The sources said the VC had decided to talk to stakeholders of Visva-Bharati after a large section of old timers of Santiniketan had in the recent past criticised the authorities on several issues, including inviting BJP leaders to address programmes on the campus.

“The VC will try to listen to them first and seek help from them regarding the welfare of Visva-Bharati,” a university official said.

Supriya Tagore, a descendent of the Tagore family and former Patha Bhavan principal, said he would attend Wednesday’s meeting.

“This is the first time we have been invited by the VC for discussion.
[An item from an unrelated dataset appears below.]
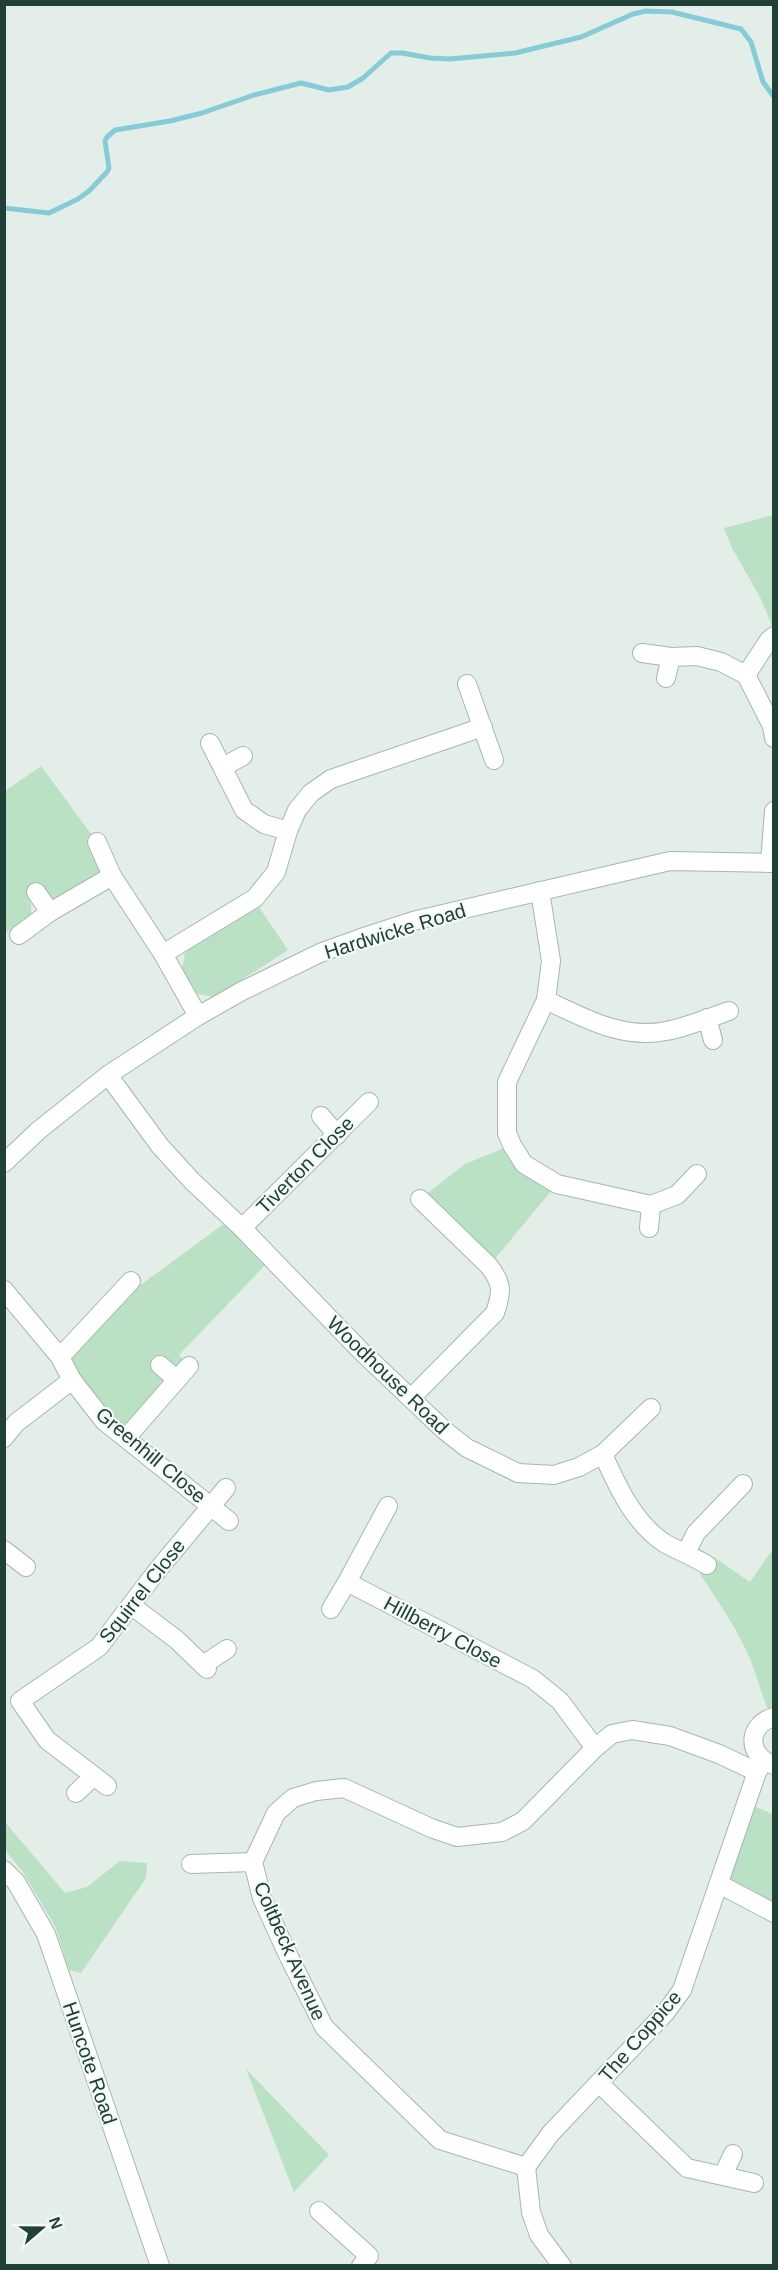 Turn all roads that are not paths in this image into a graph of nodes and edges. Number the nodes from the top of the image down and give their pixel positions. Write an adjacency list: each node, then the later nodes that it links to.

I will certainly attend the meeting,” he said.

Shanta Bhanu Sen, a cousin of Amartya Sen, is also among the invitees for Wednesday’s meeting.

However, an invitee said: “If the varsity wants to use us as pawns to fulfil its agendas, we will protest.”

Subir Banerjee, a varsity alumnus and an old timer of Santiniketan, said: “It is a good gesture…we believe any problem can be solved through discussions. Let’s see what happens in the meeting.”

An alumnus said he would submit his views on boundary walls and other issues in writing to the authorities.

“The varsity should be constructive and should not create any difference between state and central government. I will request the VC to solve the issues but not to create the issues which harms the culture of varsity,” he said.

Vandalism had erupted on the campus on August 17 over the varsity’s decision to build boundary wall on Pous Mela ground.

While condemning the vandalism, several prominent citizens of Santiniketan had protested against the varsity’s “culture of building boundary walls” on the campus.

Last week, a section of residents, including relatives of the two Nobel laureates, wrote to chief minister Mamata Banerjee requesting her to take back control over a road running through the campus that the state government had handed over to the varsity in 2017.

In the letter to Mamata, the residents had objected to the varsity’s plan to stop public movement on a 600m stretch of the 2.9km road that links Santiniketan to Sriniketan. The varsity’s plan to block the 600m stretch between Upasana Griha and Sangeet Bhavan will result in a detour of 2.5km for those living along the 2.9km road.